I strongly believe that the opposition of Namibia should step up, show up and take its rightful place. In a parliamentary style of government or in countries with a multi-party system, the opposition is judged by the way it conducts itself in the house. Holding the ruling party accountable to the public should be the prime focus of the opposition. However there are several other laid out responsibilities that they are expected to perform.

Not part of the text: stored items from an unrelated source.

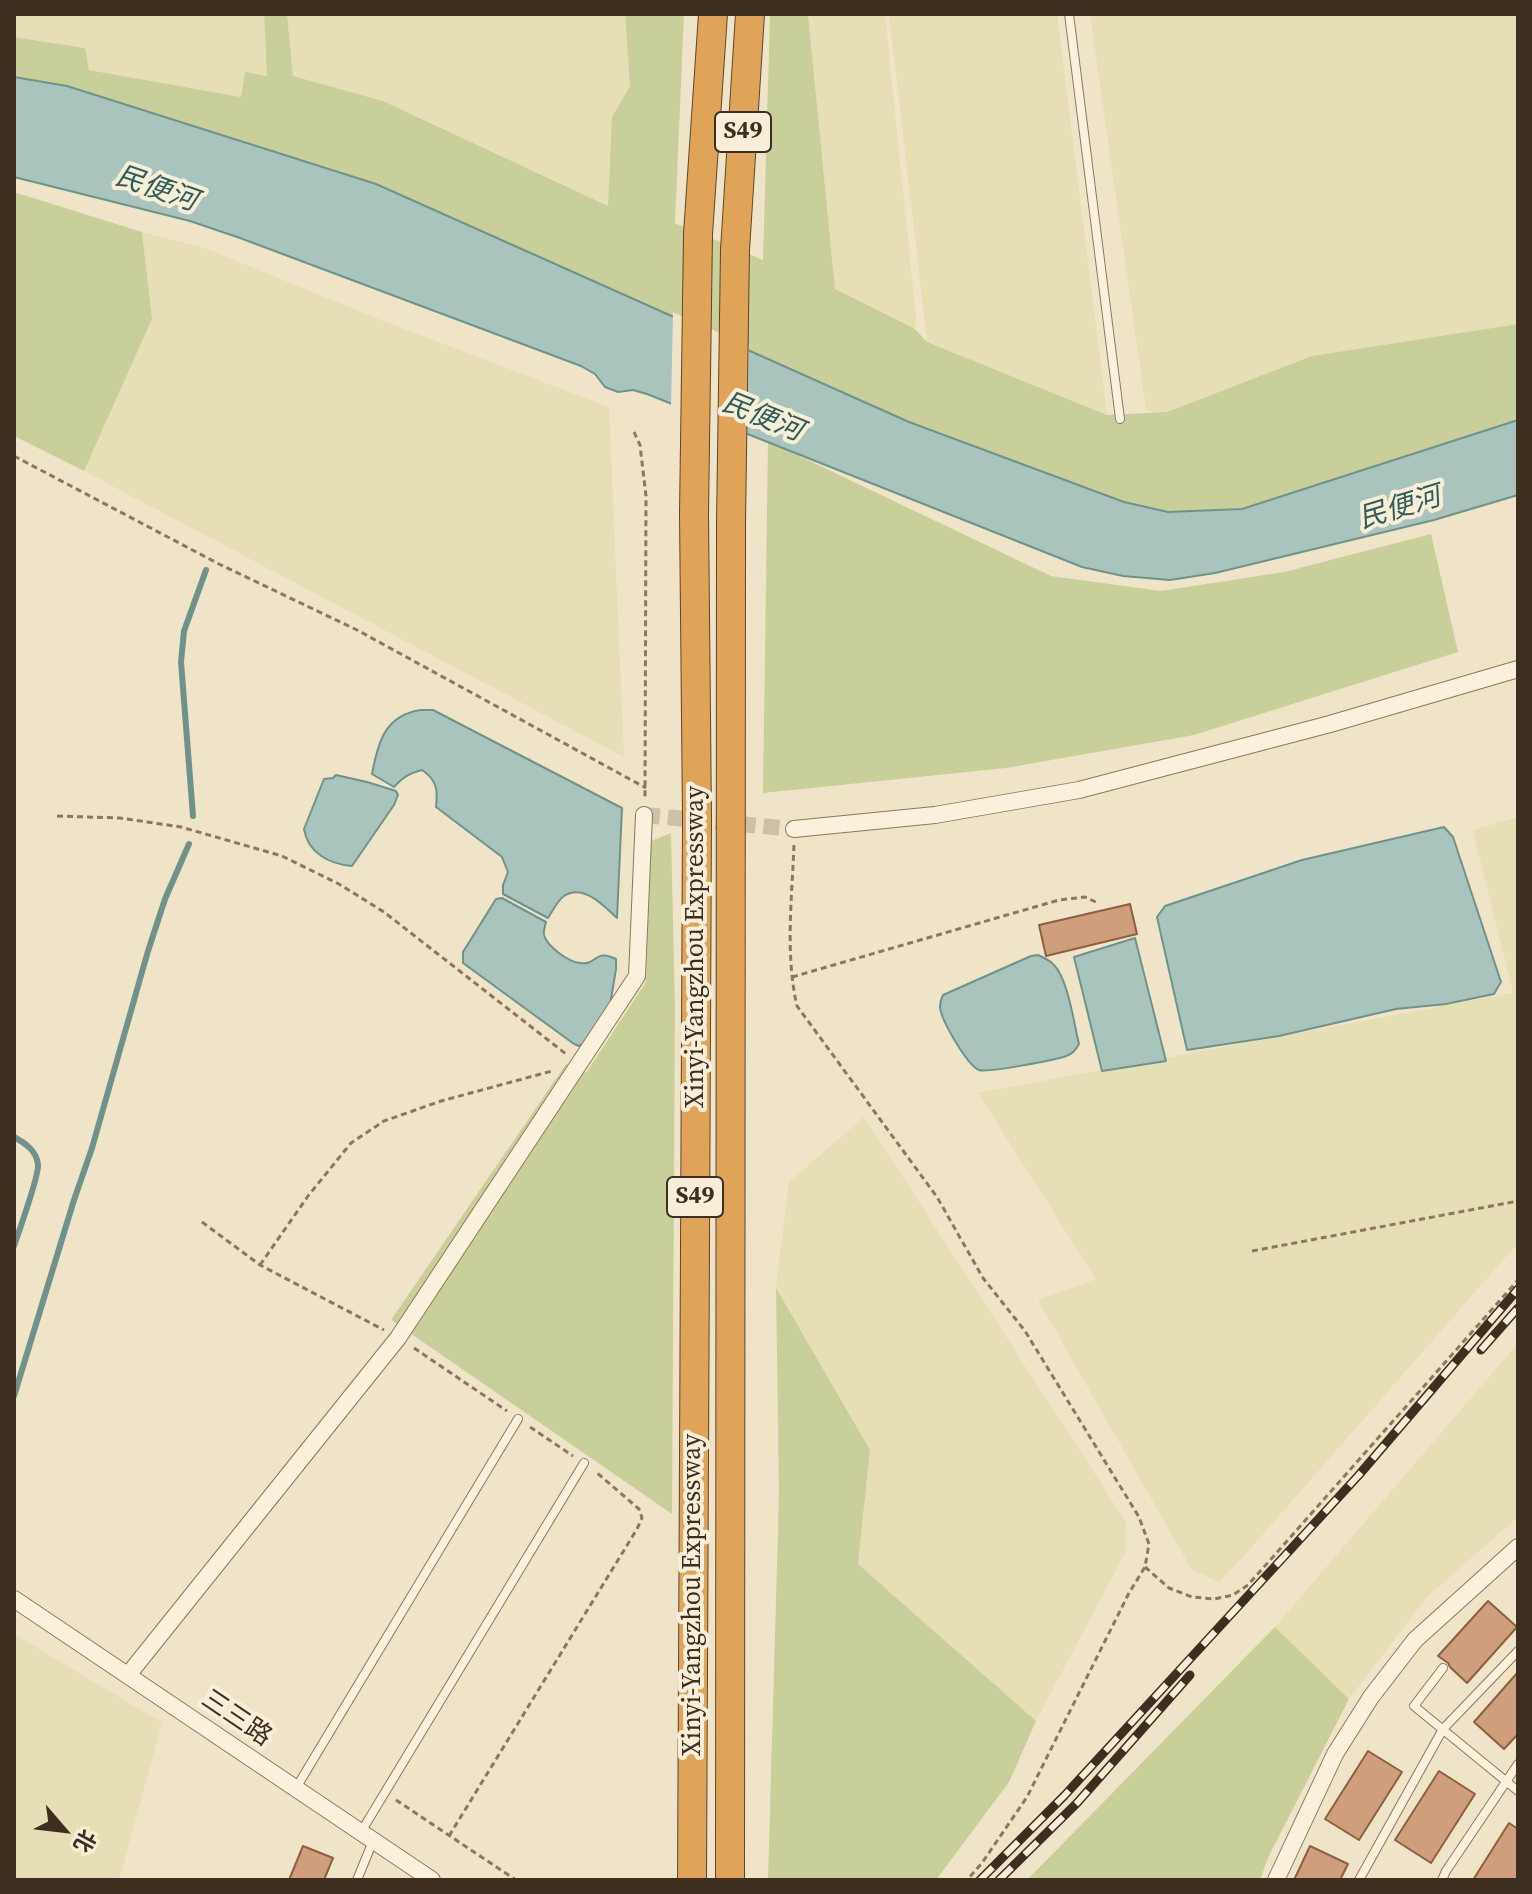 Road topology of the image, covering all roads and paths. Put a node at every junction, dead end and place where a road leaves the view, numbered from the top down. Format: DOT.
graph roads {
  1 [pos="713,14"];
  2 [pos="750,14"];
  3 [pos="1069,14"];
  4 [pos="1120,419"];
  5 [pos="634,432"];
  6 [pos="14,456"];
  7 [pos="1518,669"];
  8 [pos="646,788"];
  9 [pos="644,815"];
  10 [pos="57,816"];
  11 [pos="794,829"];
  12 [pos="1098,903"];
  13 [pos="792,977"];
  14 [pos="579,1064"];
  15 [pos="1518,1201"];
  16 [pos="1252,1251"];
  17 [pos="260,1265"];
  18 [pos="1518,1280"];
  19 [pos="518,1419"];
  20 [pos="584,1463"];
  21 [pos="1518,1547"];
  22 [pos="1145,1567"];
  23 [pos="14,1599"];
  24 [pos="1518,1651"];
  25 [pos="1443,1668"];
  26 [pos="128,1675"];
  27 [pos="1443,1729"];
  28 [pos="1518,1764"];
  29 [pos="1506,1781"];
  30 [pos="296,1788"];
  31 [pos="1518,1791"];
  32 [pos="385,1793"];
  33 [pos="367,1836"];
  34 [pos="357,1880"];
  35 [pos="432,1880"];
  36 [pos="516,1880"];
  37 [pos="692,1880"];
  38 [pos="730,1880"];
  39 [pos="967,1880"];
  40 [pos="1276,1880"];
  41 [pos="1359,1880"];
  42 [pos="1442,1880"];
  1 -- 37 [label="highway, Xinyi-Yangzhou Expressway / S49"];
  2 -- 38 [label="highway, Xinyi-Yangzhou Expressway / S49"];
  3 -- 4 [label="lane"];
  5 -- 8 [label="path"];
  6 -- 8 [label="path"];
  7 -- 11 [label="street"];
  8 -- 9 [label="path"];
  9 -- 14 [label="street"];
  10 -- 14 [label="path"];
  11 -- 13 [label="path"];
  12 -- 13 [label="path"];
  13 -- 22 [label="path"];
  14 -- 17 [label="path"];
  14 -- 26 [label="street"];
  15 -- 16 [label="path"];
  18 -- 22 [label="path"];
  19 -- 30 [label="lane"];
  20 -- 32 [label="lane"];
  21 -- 40 [label="street"];
  22 -- 39 [label="path"];
  23 -- 26 [label="street, 三三路"];
  24 -- 27 [label="lane"];
  25 -- 27 [label="lane"];
  26 -- 30 [label="street, 三三路"];
  27 -- 29 [label="lane"];
  27 -- 41 [label="lane"];
  28 -- 29 [label="lane"];
  29 -- 31 [label="lane"];
  29 -- 42 [label="lane"];
  30 -- 33 [label="street, 三三路"];
  32 -- 33 [label="lane"];
  32 -- 36 [label="path"];
  33 -- 34 [label="lane"];
  33 -- 35 [label="street, 三三路"];
}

Instead of being completely critical of the party in power, the opposition should try to co-operate among themselves and form a memorandum of understanding. The opposition members of parliament need to be proactive enough to raise questions and recommend methodologies to the government. Any arbitrary and despotic behaviour of a government is checked by the opposition parties demanding for information and debate in the house. Therefore, in shaping of the legislative measures, the opposition has a say, or even influence. If their recommendations are ignored, they have another chance when a Bill is introduced to the house and debated.
Apart from examining the performance of the executive, it also has to demonstrate its achievements or policies that can contribute towards the efficient running of the country.

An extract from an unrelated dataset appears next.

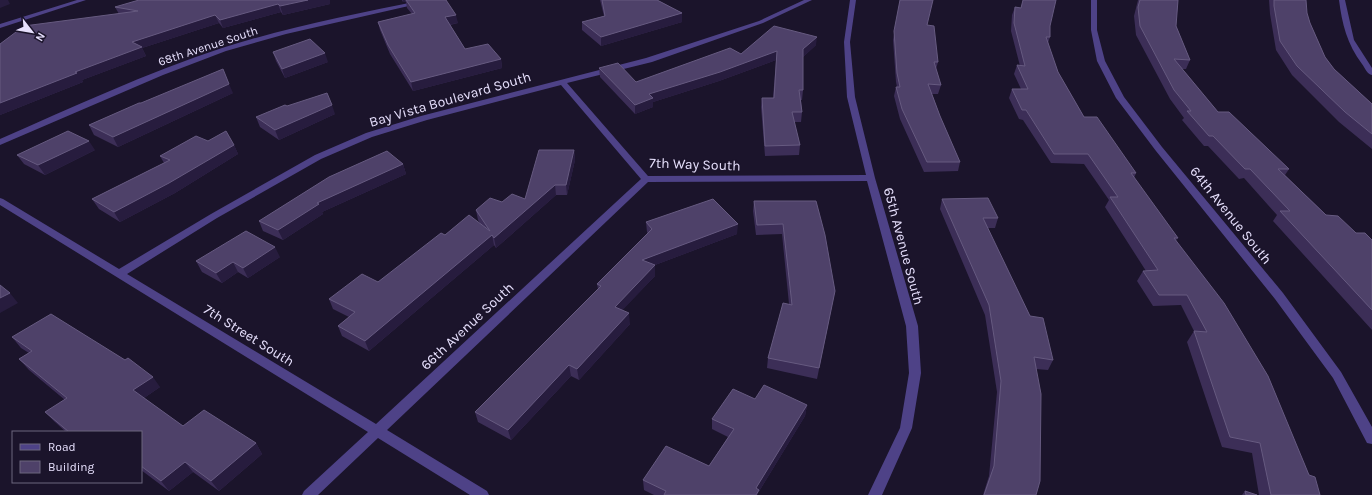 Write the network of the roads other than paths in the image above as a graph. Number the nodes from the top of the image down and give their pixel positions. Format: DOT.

Thus opposition must also have the right to use the media so that its views on any issue can be clearly articulated without undue interference. The opposition together with media should act as watchdogs of the system.
The leader of the official opposition party is expected to apprise the government on all the parties’ stand on certain legislation even before the Bills are tabled in parliament. This gives the government the scope for the consideration of suggestions and work towards suggested recommendations. The incumbent has to offer constructive criticism of the government policies. He should ensure that the parliament holds adequate debate on pressing issues.
In conclusion, Quinton Hogg an outstanding member of the British Parliament once said: “A country cannot be fully free until they have an organised opposition. The absence of an organised opposition is not long from dictatorship.”